Data collection and cell refinement of all compounds were carried out using Stoe StadiVari diffractometer using Pilatus3R 300K HPAD detector. Xenocs Genix3D Cu HF (microfocused sealed tube, λ = 1.54186 Å) has been used as an X-ray source. The multi-scan absorption corrections were applied using the program Stoe LANA software [39]. The diffraction intensities were corrected for Lorentz and polarization factors. The structure was solved using ShelXT [40] program and refined by the full-matrix least-squares procedure Independent Atom Model (IAM) with ShelXL (version 2018/3) [41]. The structure of the complex was also refined by implementing Hirshfeld Atom Refinement (HAR) [42,43]. The NoSpherA2 implementation [44] of HAR makes used for tailor-made aspherical atomic factors calculated on-the-fly from a Hirshfeld-partitioned electron density.
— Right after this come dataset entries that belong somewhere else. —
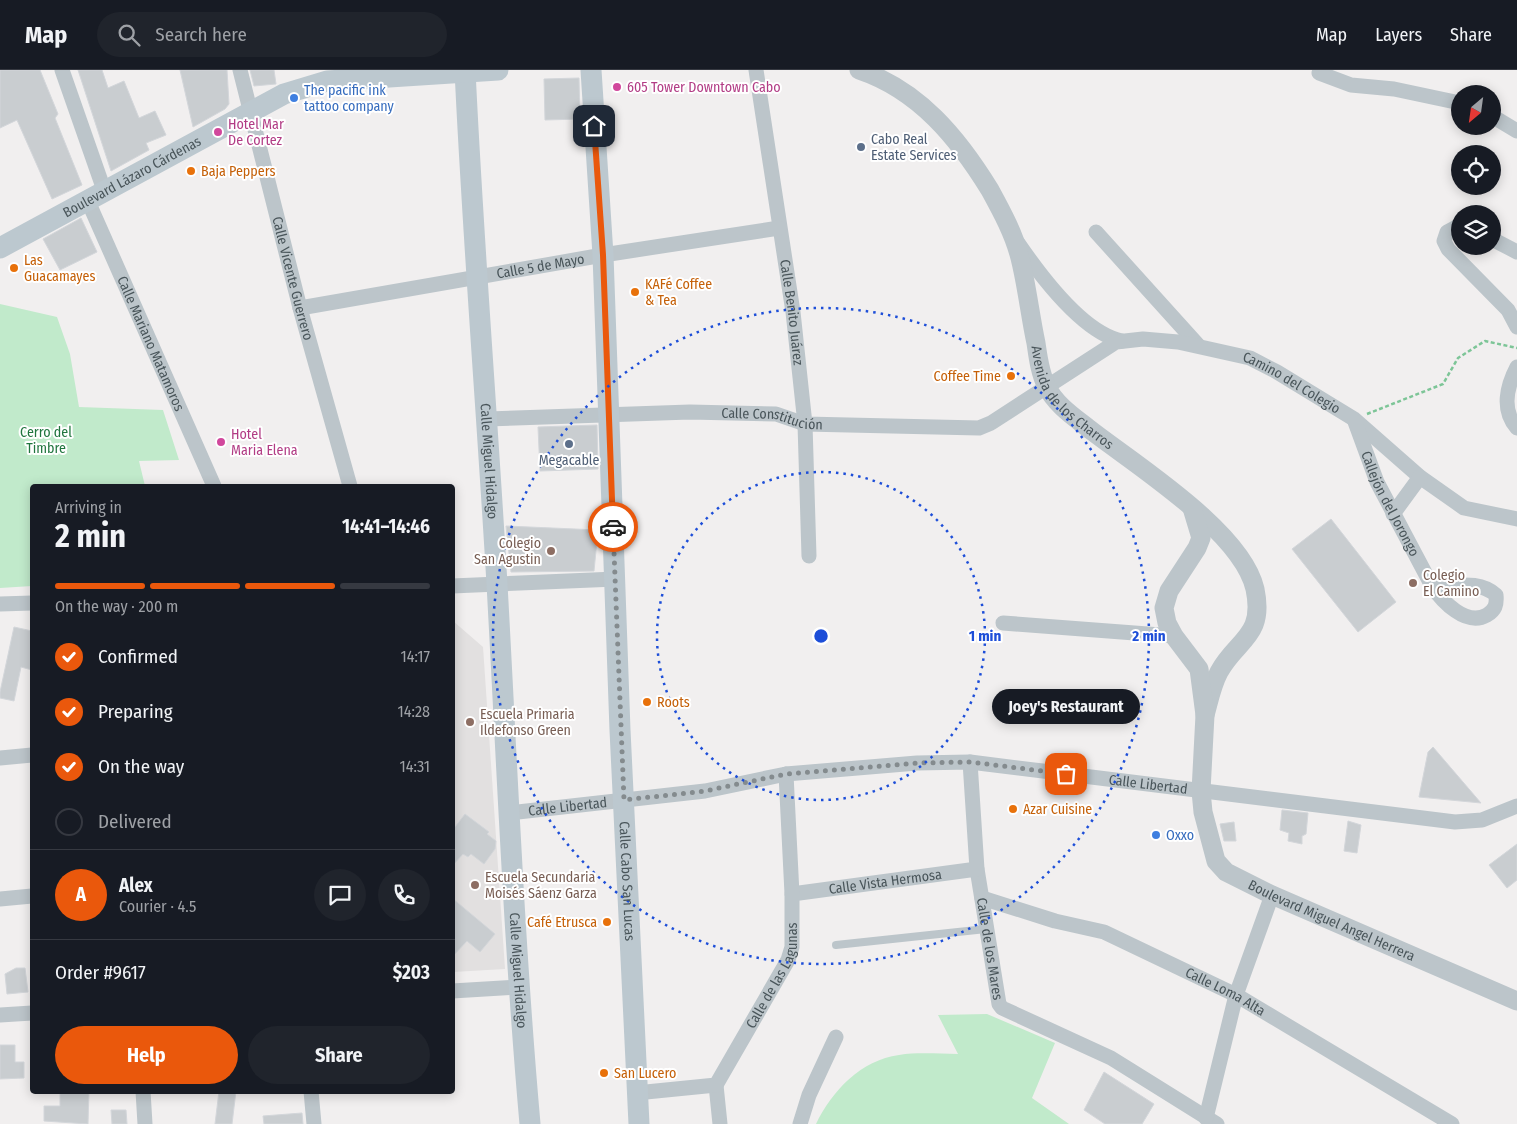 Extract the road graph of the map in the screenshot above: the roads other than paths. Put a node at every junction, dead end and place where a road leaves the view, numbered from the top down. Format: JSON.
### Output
{"nodes":[{"id":1,"x":62,"y":70,"type":"edge"},
{"id":2,"x":240,"y":70,"type":"edge"},
{"id":3,"x":498,"y":70,"type":"edge"},
{"id":4,"x":591,"y":70,"type":"edge"},
{"id":5,"x":756,"y":70,"type":"edge"},
{"id":6,"x":859,"y":70,"type":"edge"},
{"id":7,"x":465,"y":71,"type":"edge"},
{"id":8,"x":1318,"y":71,"type":"edge"},
{"id":9,"x":1451,"y":101,"type":"edge"},
{"id":10,"x":249,"y":112,"type":"junction"},
{"id":11,"x":1501,"y":121,"type":"edge"},
{"id":12,"x":1517,"y":131,"type":"edge"},
{"id":13,"x":95,"y":194,"type":"junction"},
{"id":14,"x":779,"y":228,"type":"junction"},
{"id":15,"x":1451,"y":229,"type":"edge"},
{"id":16,"x":1096,"y":232,"type":"dead end"},
{"id":17,"x":1013,"y":234,"type":"junction"},
{"id":18,"x":1501,"y":243,"type":"edge"},
{"id":19,"x":0,"y":248,"type":"edge"},
{"id":20,"x":1451,"y":252,"type":"edge"},
{"id":21,"x":1517,"y":252,"type":"edge"},
{"id":22,"x":603,"y":255,"type":"junction"},
{"id":23,"x":1454,"y":255,"type":"edge"},
{"id":24,"x":476,"y":278,"type":"junction"},
{"id":25,"x":300,"y":308,"type":"junction"},
{"id":26,"x":1517,"y":327,"type":"edge"},
{"id":27,"x":1122,"y":341,"type":"junction"},
{"id":28,"x":1198,"y":345,"type":"junction"},
{"id":29,"x":1517,"y":367,"type":"edge"},
{"id":30,"x":1047,"y":388,"type":"junction"},
{"id":31,"x":607,"y":415,"type":"junction"},
{"id":32,"x":487,"y":419,"type":"junction"},
{"id":33,"x":1354,"y":419,"type":"junction"},
{"id":34,"x":804,"y":424,"type":"junction"},
{"id":35,"x":1517,"y":428,"type":"edge"},
{"id":36,"x":1420,"y":477,"type":"junction"},
{"id":37,"x":213,"y":484,"type":"edge"},
{"id":38,"x":349,"y":484,"type":"edge"},
{"id":39,"x":1192,"y":508,"type":"junction"},
{"id":40,"x":1393,"y":514,"type":"junction"},
{"id":41,"x":1517,"y":519,"type":"edge"},
{"id":42,"x":809,"y":556,"type":"dead end"},
{"id":43,"x":616,"y":579,"type":"junction"},
{"id":44,"x":497,"y":584,"type":"junction"},
{"id":45,"x":455,"y":586,"type":"edge"},
{"id":46,"x":1432,"y":586,"type":"dead end"},
{"id":47,"x":30,"y":603,"type":"edge"},
{"id":48,"x":0,"y":604,"type":"edge"},
{"id":49,"x":1003,"y":623,"type":"dead end"},
{"id":50,"x":1174,"y":636,"type":"junction"},
{"id":51,"x":1205,"y":715,"type":"junction"},
{"id":52,"x":30,"y":754,"type":"edge"},
{"id":53,"x":0,"y":758,"type":"edge"},
{"id":54,"x":970,"y":762,"type":"junction"},
{"id":55,"x":786,"y":774,"type":"junction"},
{"id":56,"x":1201,"y":791,"type":"junction"},
{"id":57,"x":624,"y":800,"type":"junction"},
{"id":58,"x":1517,"y":806,"type":"edge"},
{"id":59,"x":509,"y":813,"type":"junction"},
{"id":60,"x":977,"y":869,"type":"junction"},
{"id":61,"x":792,"y":894,"type":"junction"},
{"id":62,"x":30,"y":896,"type":"edge"},
{"id":63,"x":1272,"y":896,"type":"junction"},
{"id":64,"x":982,"y":898,"type":"junction"},
{"id":65,"x":0,"y":899,"type":"edge"},
{"id":66,"x":986,"y":929,"type":"junction"},
{"id":67,"x":836,"y":945,"type":"dead end"},
{"id":68,"x":518,"y":987,"type":"junction"},
{"id":69,"x":455,"y":991,"type":"edge"},
{"id":70,"x":1236,"y":995,"type":"junction"},
{"id":71,"x":1517,"y":1001,"type":"edge"},
{"id":72,"x":30,"y":1014,"type":"edge"},
{"id":73,"x":0,"y":1015,"type":"edge"},
{"id":74,"x":836,"y":1036,"type":"dead end"},
{"id":75,"x":716,"y":1085,"type":"junction"},
{"id":76,"x":636,"y":1093,"type":"junction"},
{"id":77,"x":143,"y":1094,"type":"edge"},
{"id":78,"x":311,"y":1094,"type":"edge"},
{"id":79,"x":1211,"y":1121,"type":"edge"},
{"id":80,"x":145,"y":1124,"type":"edge"},
{"id":81,"x":314,"y":1124,"type":"edge"},
{"id":82,"x":530,"y":1124,"type":"edge"},
{"id":83,"x":639,"y":1124,"type":"edge"},
{"id":84,"x":720,"y":1124,"type":"edge"},
{"id":85,"x":800,"y":1124,"type":"edge"},
{"id":86,"x":1452,"y":1124,"type":"edge"}],
"edges":[{"from":1,"to":13,"type":"street","name":"Calle Mariano Matamoros"},
{"from":2,"to":10,"type":"street","name":"Calle Vicente Guerrero"},
{"from":3,"to":7,"type":"main road","name":"Boulevard Lázaro Cárdenas"},
{"from":4,"to":22,"type":"main road","name":"Calle Cabo San Lucas"},
{"from":5,"to":14,"type":"street","name":"Calle Benito Juárez"},
{"from":6,"to":17,"type":"street","name":"Avenida de los Charros"},
{"from":7,"to":10,"type":"main road","name":"Boulevard Lázaro Cárdenas"},
{"from":7,"to":24,"type":"main road","name":"Calle Miguel Hidalgo"},
{"from":8,"to":9,"type":"street"},
{"from":10,"to":13,"type":"main road","name":"Boulevard Lázaro Cárdenas"},
{"from":10,"to":25,"type":"street","name":"Calle Vicente Guerrero"},
{"from":11,"to":12,"type":"street"},
{"from":13,"to":19,"type":"main road","name":"Boulevard Lázaro Cárdenas"},
{"from":13,"to":37,"type":"street","name":"Calle Mariano Matamoros"},
{"from":14,"to":22,"type":"street","name":"Calle 5 de Mayo"},
{"from":14,"to":34,"type":"street","name":"Calle Benito Juárez"},
{"from":15,"to":20,"type":"street"},
{"from":16,"to":28,"type":"street"},
{"from":17,"to":27,"type":"street"},
{"from":17,"to":30,"type":"street","name":"Avenida de los Charros"},
{"from":18,"to":21,"type":"street"},
{"from":22,"to":24,"type":"street","name":"Calle 5 de Mayo"},
{"from":22,"to":31,"type":"main road","name":"Calle Cabo San Lucas"},
{"from":23,"to":26,"type":"street"},
{"from":24,"to":25,"type":"street","name":"Calle 5 de Mayo"},
{"from":24,"to":32,"type":"main road","name":"Calle Miguel Hidalgo"},
{"from":25,"to":38,"type":"street","name":"Calle Vicente Guerrero"},
{"from":27,"to":28,"type":"street","name":"Camino del Colegio"},
{"from":27,"to":30,"type":"street","name":"Camino del Colegio"},
{"from":28,"to":33,"type":"street","name":"Camino del Colegio"},
{"from":29,"to":35,"type":"street"},
{"from":30,"to":34,"type":"street","name":"Calle Constitución"},
{"from":30,"to":39,"type":"street","name":"Avenida de los Charros"},
{"from":31,"to":32,"type":"street","name":"Calle Constitución"},
{"from":31,"to":34,"type":"street","name":"Calle Constitución"},
{"from":31,"to":43,"type":"main road","name":"Calle Cabo San Lucas"},
{"from":32,"to":44,"type":"main road","name":"Calle Miguel Hidalgo"},
{"from":33,"to":36,"type":"street","name":"Camino del Colegio"},
{"from":33,"to":40,"type":"street","name":"Callejón del Jorongo"},
{"from":34,"to":42,"type":"street","name":"Calle Benito Juárez"},
{"from":36,"to":40,"type":"street"},
{"from":36,"to":41,"type":"street","name":"Camino del Colegio"},
{"from":39,"to":50,"type":"street"},
{"from":39,"to":51,"type":"street","name":"Avenida de los Charros"},
{"from":40,"to":46,"type":"street","name":"Callejón del Jorongo"},
{"from":43,"to":44,"type":"street"},
{"from":43,"to":57,"type":"main road","name":"Calle Cabo San Lucas"},
{"from":44,"to":45,"type":"street"},
{"from":44,"to":59,"type":"main road","name":"Calle Miguel Hidalgo"},
{"from":47,"to":48,"type":"street"},
{"from":49,"to":50,"type":"street"},
{"from":50,"to":51,"type":"street","name":"Avenida de los Charros"},
{"from":51,"to":56,"type":"street","name":"Avenida de los Charros"},
{"from":52,"to":53,"type":"street"},
{"from":54,"to":55,"type":"street","name":"Calle Libertad"},
{"from":54,"to":56,"type":"street","name":"Calle Libertad"},
{"from":54,"to":60,"type":"street","name":"Calle de los Mares"},
{"from":55,"to":57,"type":"street","name":"Calle Libertad"},
{"from":55,"to":61,"type":"street","name":"Calle de las Lagunas"},
{"from":56,"to":58,"type":"street","name":"Calle Libertad"},
{"from":56,"to":63,"type":"street","name":"Boulevard Miguel Angel Herrera"},
{"from":57,"to":59,"type":"street","name":"Calle Libertad"},
{"from":57,"to":76,"type":"main road","name":"Calle Cabo San Lucas"},
{"from":59,"to":68,"type":"main road","name":"Calle Miguel Hidalgo"},
{"from":60,"to":61,"type":"street","name":"Calle Vista Hermosa"},
{"from":60,"to":64,"type":"street","name":"Calle de los Mares"},
{"from":61,"to":75,"type":"street","name":"Calle de las Lagunas"},
{"from":62,"to":65,"type":"street"},
{"from":63,"to":70,"type":"street"},
{"from":63,"to":71,"type":"street","name":"Boulevard Miguel Angel Herrera"},
{"from":64,"to":66,"type":"street","name":"Calle de los Mares"},
{"from":64,"to":70,"type":"street","name":"Calle Loma Alta"},
{"from":66,"to":67,"type":"lane"},
{"from":66,"to":79,"type":"street","name":"Calle de los Mares"},
{"from":68,"to":69,"type":"street"},
{"from":68,"to":82,"type":"main road","name":"Calle Miguel Hidalgo"},
{"from":70,"to":79,"type":"street"},
{"from":70,"to":86,"type":"street","name":"Calle Loma Alta"},
{"from":72,"to":73,"type":"street"},
{"from":74,"to":85,"type":"street"},
{"from":75,"to":76,"type":"street"},
{"from":75,"to":84,"type":"street"},
{"from":76,"to":83,"type":"main road","name":"Calle Cabo San Lucas"},
{"from":77,"to":80,"type":"street"},
{"from":78,"to":81,"type":"street"}]}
The least-squares refinements of the HAR model were then carried out with olex2.refine (version 1.5) [45]. The wave function for HAR was calculated using ORCA 4.2.0 software [46], hybrid exchange-correlation functional PBE0 [47]. For the purpose of comparison, the following relativistic basis sets were chosen: x2c-SVP (for HAR1); jorge-DZP-DKH (for HAR2); jorge-TZP-DKH (for HAR3); x2c-TZVP (for HAR4); and x2c-TZVPP (for HAR5) [48,49,50]. The following effective core potential (ECP) basis sets [51] were also chosen: ECP-def2-SVP (for HAR6); ECP-def2-TZVP (for HAR7); and ECP-def2-TZVPP (for HAR8) [52]. Geometrical analyses were performed with ShelXL/Olex2.refine. The structures were drawn with OLEX2 [53]. The crystal data, conditions of data collection, and refinement are reported in Table 3.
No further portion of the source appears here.